BEGIN Recorded data

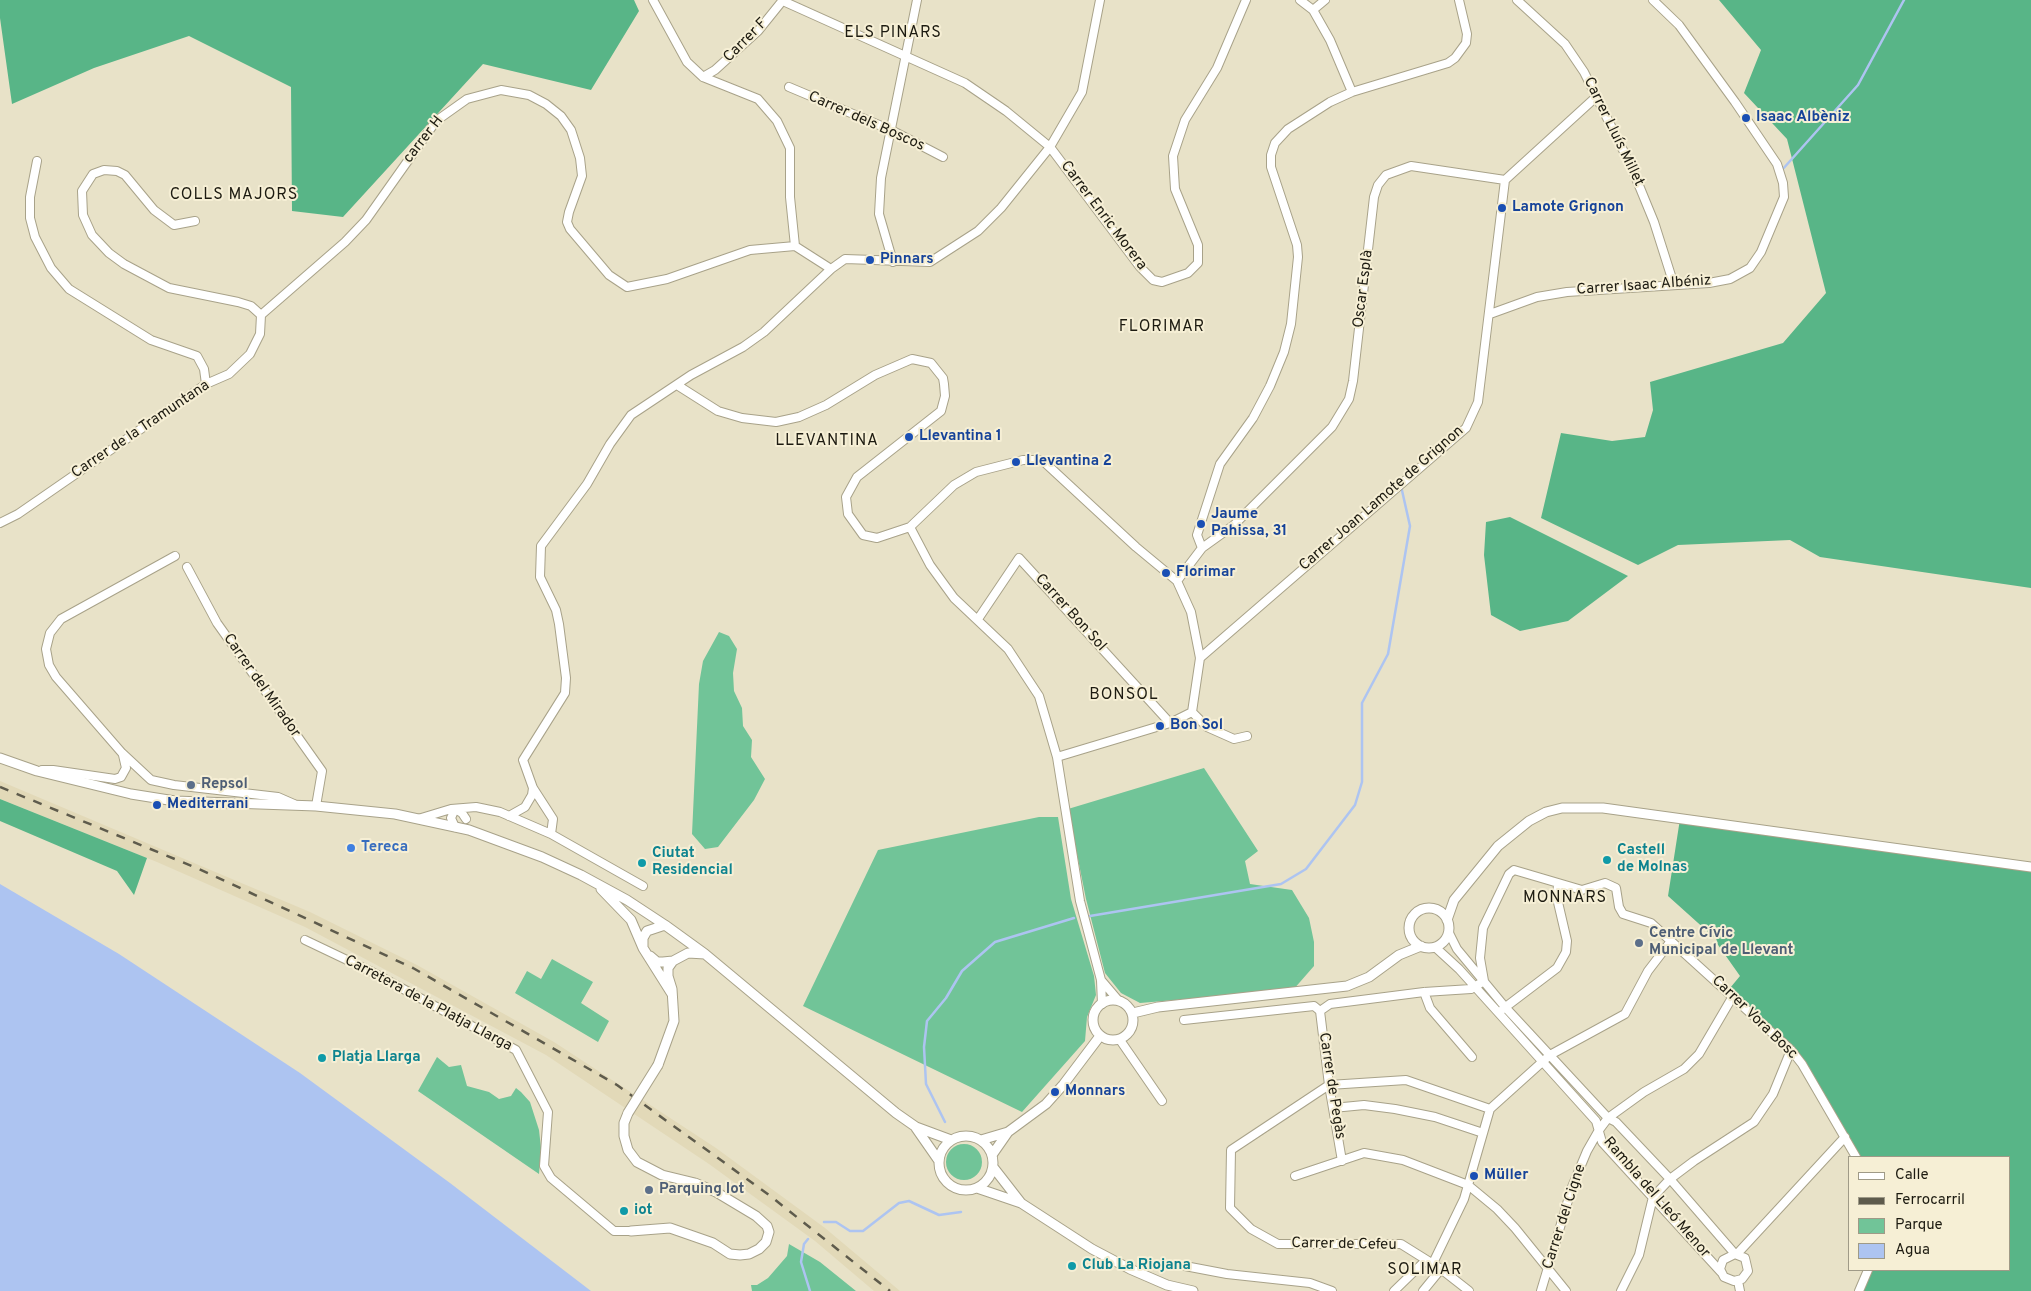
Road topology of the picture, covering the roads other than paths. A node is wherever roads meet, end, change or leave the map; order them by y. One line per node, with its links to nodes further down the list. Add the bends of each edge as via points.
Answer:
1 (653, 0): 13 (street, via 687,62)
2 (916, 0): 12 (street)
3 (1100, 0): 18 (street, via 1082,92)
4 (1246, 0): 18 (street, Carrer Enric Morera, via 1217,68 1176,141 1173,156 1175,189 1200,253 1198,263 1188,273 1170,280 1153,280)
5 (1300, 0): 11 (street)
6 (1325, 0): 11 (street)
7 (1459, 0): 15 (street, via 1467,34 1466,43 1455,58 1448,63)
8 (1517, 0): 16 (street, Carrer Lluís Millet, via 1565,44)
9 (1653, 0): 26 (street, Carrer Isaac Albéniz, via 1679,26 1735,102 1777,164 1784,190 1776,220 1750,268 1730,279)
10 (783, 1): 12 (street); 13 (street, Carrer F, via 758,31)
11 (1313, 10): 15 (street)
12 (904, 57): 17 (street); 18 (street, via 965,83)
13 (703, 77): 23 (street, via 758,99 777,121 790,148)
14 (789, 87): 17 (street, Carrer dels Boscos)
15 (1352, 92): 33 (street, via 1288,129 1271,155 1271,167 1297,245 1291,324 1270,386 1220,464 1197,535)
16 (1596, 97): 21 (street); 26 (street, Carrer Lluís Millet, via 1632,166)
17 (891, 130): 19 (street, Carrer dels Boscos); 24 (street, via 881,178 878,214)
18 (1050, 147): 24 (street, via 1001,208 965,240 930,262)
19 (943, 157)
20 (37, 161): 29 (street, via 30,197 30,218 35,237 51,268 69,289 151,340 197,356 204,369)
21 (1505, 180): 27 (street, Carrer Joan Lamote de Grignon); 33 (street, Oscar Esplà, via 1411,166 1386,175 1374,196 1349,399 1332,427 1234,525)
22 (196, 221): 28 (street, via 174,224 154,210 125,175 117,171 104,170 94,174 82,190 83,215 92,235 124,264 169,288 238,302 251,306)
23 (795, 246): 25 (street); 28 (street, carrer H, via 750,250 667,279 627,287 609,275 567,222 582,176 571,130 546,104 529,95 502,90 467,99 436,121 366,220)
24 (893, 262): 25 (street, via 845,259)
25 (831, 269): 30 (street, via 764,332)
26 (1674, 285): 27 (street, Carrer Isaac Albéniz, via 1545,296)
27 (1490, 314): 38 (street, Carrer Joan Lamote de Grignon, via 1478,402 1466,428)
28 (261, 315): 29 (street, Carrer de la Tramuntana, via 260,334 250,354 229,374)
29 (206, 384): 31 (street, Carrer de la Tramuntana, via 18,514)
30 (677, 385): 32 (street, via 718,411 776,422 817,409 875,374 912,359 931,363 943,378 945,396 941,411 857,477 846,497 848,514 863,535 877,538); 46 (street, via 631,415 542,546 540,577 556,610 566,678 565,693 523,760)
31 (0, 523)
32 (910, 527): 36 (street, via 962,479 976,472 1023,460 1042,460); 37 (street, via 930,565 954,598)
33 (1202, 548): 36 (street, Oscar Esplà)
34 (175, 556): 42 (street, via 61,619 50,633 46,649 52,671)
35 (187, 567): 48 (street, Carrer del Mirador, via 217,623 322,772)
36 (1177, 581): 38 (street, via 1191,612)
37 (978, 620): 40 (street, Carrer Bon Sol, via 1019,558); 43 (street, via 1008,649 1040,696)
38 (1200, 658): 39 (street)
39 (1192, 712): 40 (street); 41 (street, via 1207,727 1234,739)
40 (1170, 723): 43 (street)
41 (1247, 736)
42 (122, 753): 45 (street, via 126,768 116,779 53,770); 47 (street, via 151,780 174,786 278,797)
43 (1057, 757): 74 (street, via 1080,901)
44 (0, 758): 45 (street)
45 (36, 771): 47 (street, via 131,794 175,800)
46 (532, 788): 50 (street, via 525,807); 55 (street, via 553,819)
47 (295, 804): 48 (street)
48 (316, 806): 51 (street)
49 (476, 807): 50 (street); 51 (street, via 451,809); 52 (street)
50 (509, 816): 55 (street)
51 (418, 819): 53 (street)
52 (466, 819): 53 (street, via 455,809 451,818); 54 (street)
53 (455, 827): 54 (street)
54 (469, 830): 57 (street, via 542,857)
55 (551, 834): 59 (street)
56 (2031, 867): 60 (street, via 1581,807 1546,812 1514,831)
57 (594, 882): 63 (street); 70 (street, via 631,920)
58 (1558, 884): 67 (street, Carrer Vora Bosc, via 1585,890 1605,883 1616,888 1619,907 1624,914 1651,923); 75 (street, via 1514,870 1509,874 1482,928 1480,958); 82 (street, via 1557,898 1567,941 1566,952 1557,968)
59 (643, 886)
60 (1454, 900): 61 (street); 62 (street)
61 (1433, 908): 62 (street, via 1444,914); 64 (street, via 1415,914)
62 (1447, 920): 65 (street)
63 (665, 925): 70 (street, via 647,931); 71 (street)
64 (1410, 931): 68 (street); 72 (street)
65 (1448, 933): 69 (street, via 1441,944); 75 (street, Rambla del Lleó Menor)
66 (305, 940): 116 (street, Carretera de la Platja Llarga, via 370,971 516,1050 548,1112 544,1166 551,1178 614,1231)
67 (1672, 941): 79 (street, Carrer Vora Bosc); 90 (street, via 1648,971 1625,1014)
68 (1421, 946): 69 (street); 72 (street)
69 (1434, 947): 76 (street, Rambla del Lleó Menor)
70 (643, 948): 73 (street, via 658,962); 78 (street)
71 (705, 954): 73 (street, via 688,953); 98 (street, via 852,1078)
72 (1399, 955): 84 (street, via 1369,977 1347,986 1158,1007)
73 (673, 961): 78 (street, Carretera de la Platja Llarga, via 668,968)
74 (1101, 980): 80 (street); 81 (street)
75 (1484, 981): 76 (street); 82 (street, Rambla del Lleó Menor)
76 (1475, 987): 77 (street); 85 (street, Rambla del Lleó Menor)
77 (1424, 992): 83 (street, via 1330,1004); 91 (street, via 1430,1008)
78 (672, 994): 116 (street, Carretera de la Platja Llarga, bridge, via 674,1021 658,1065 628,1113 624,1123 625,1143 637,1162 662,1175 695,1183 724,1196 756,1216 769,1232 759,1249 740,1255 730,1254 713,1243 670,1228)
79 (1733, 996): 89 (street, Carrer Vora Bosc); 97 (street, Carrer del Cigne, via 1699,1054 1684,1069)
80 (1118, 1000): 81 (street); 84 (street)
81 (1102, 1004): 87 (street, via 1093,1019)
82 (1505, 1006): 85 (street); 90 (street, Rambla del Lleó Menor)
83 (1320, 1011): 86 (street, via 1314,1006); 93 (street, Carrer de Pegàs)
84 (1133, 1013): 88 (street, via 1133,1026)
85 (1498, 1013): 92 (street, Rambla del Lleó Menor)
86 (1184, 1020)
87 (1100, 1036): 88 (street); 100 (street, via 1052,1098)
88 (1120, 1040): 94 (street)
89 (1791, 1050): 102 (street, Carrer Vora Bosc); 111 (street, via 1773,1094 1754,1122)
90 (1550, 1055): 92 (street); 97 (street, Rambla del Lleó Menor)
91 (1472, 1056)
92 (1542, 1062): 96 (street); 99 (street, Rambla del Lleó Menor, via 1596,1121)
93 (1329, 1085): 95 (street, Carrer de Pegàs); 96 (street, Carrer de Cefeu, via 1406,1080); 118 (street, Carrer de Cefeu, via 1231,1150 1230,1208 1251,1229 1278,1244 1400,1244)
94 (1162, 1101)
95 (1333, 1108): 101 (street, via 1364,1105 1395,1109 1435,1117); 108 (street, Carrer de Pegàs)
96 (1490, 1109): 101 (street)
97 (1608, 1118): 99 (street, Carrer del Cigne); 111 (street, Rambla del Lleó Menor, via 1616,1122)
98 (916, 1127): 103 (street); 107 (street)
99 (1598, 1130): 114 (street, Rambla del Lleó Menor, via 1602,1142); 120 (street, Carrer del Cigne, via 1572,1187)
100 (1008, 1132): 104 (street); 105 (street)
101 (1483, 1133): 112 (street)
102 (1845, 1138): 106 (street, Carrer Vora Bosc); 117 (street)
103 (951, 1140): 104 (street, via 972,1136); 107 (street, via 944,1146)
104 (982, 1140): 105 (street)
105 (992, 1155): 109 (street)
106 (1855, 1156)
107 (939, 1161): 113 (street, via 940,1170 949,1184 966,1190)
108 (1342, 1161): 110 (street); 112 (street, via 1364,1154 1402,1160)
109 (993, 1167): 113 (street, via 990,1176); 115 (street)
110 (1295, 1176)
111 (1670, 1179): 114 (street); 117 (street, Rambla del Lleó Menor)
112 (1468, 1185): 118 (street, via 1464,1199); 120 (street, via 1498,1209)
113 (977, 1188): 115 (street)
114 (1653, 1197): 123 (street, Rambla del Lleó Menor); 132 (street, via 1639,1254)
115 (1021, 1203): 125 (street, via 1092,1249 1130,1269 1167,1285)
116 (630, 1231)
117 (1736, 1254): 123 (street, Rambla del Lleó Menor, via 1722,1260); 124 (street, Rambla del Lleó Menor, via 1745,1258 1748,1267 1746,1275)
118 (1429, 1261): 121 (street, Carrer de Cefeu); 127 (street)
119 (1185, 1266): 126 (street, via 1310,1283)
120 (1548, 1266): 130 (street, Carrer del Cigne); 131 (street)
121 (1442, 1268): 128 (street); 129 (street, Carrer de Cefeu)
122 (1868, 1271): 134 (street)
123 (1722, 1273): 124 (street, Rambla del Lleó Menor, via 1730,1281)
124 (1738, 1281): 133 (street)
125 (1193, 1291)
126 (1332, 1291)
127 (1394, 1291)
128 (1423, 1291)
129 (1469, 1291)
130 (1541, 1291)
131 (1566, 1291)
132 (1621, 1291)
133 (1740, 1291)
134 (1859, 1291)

END Recorded data

* What you should do
Only lines containing the word "Lamote" should appear in the answer, and every such line from the records above must be there.

* Response to this task
21 (1505, 180): 27 (street, Carrer Joan Lamote de Grignon); 33 (street, Oscar Esplà, via 1411,166 1386,175 1374,196 1349,399 1332,427 1234,525)
27 (1490, 314): 38 (street, Carrer Joan Lamote de Grignon, via 1478,402 1466,428)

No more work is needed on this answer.